18 de noviembre de 2025

El mito del 4º de Quart

 
Como si de una leyenda se tratase, desde hace años se anuncia, como quien promete la llegada de un rey que nunca cruza el umbral del reino, la creación del cuarto juzgado de Quart de Poblet. 

Una gesta largamente esperada, tantas veces comentada como olvidada en los cajones de los despachos. Ese juzgado fantasma, previsto en papel y espíritu, sigue sin existir en la realidad cotidiana de quienes sostienen la justicia a pie de trinchera.

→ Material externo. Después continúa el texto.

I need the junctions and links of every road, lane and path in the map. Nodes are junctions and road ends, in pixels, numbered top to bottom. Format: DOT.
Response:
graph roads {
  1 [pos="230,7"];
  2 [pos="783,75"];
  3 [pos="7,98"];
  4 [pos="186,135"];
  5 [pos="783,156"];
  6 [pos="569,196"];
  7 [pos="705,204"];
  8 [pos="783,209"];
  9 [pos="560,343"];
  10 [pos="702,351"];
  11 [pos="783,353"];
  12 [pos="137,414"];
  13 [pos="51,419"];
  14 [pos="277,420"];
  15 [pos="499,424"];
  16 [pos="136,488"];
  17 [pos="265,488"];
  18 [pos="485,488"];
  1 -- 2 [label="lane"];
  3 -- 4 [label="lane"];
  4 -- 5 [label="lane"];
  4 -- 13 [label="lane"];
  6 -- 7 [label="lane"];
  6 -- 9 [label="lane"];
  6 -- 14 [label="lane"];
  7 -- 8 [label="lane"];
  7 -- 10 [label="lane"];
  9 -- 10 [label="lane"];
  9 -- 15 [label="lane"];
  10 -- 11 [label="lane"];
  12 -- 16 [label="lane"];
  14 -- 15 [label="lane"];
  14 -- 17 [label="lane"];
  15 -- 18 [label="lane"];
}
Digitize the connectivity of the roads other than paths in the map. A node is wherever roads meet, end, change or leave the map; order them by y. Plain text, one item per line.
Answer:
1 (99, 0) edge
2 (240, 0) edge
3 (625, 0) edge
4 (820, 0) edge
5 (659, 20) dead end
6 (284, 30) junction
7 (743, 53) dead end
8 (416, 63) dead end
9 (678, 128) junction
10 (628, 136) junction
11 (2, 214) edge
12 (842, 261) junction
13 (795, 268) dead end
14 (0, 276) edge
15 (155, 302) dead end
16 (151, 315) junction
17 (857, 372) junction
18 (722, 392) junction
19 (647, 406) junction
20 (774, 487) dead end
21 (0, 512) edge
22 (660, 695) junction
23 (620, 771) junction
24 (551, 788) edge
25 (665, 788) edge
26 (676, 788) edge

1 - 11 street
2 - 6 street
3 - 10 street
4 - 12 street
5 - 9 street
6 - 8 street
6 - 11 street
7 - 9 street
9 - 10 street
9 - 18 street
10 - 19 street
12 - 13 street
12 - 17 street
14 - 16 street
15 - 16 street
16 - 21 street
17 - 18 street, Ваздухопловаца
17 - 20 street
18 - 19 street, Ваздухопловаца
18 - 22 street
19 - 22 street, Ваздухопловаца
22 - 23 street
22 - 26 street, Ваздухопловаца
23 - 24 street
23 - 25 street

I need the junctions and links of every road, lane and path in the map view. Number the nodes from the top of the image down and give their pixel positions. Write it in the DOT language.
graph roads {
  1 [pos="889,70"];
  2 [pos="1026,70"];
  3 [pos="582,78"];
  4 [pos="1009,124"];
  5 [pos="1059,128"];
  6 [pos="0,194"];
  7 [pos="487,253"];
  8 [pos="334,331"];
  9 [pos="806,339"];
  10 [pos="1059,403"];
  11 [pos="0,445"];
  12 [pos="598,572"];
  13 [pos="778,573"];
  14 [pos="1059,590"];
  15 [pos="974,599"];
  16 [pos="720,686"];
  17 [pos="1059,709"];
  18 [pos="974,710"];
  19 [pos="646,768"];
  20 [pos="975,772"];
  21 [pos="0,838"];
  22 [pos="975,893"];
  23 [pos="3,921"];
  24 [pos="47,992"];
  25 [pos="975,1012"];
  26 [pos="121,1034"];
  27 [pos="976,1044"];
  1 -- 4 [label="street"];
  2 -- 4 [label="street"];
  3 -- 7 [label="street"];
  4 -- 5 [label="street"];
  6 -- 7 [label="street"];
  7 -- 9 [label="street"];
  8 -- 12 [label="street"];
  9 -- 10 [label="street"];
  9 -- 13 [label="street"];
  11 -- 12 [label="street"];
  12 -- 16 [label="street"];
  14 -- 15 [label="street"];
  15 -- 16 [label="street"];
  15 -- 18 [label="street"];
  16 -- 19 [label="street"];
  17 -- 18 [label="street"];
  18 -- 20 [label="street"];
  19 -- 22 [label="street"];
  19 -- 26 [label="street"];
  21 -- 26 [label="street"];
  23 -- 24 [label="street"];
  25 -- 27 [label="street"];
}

En esta fábula administrativa, los antagonistas no empuñan espadas, sino una elegante retórica con la que intentan deleitar y convencer a todo el que se asoma a sus preciados aposentos. La Dirección General afirma que la responsabilidad recae en el Ministerio, mientras que el Ministerio, villano también de este relato, sostiene que el juzgado ya está formalmente creado. Entre ambos, como si se tratara de un sofisticado juego de remisiones competenciales, la creación del juzgado se lanza de un organismo a otro, orbitando eternamente sin materializarse.

Y estamos cansados. Exhaustos de contemplar cómo quienes deben resolver el problema se comportan como Poncio Pilatos en versión burocrática: lavándose las manos con declaraciones impecables, políticamente pulcras, pero huecas. Queremos que abandonen la liturgia de las promesas vacías, que dejen de pulir discursos y empiecen a mancharse las manos con voluntad y acción.

Mientras tanto, los verdaderos héroes de esta leyenda, el personal destinado en estos juzgados, afrontan la carga de trabajo más elevada de toda la Comunidad Valenciana. Una carga titánica que soportan con un sacrificio sin reconocimiento por parte de esta Administración. Son los protagonistas silenciosos: quienes, día tras día, sostienen el peso del mito con su salud, su tiempo y su compromiso, aun sabiendo que nadie escribirá su gesta en mármol.

Y sin embargo, la administración sigue olvidándolos, relegándolos al margen de cualquier prioridad real. Promesas que se incumplen, una desconfianza que crece como un eco que nadie quiere escuchar, y unos salarios que, en la Comunidad Valenciana, siguen siendo los más bajos de toda España. Un personal agotado, desatendido y, aun así, extraordinario.

La pregunta que sobrevuela esta historia ya no es retórica, sino urgente: ¿llegará algún día el momento en que quienes deben actuar lo hagan con franqueza, responsabilidad y eficacia?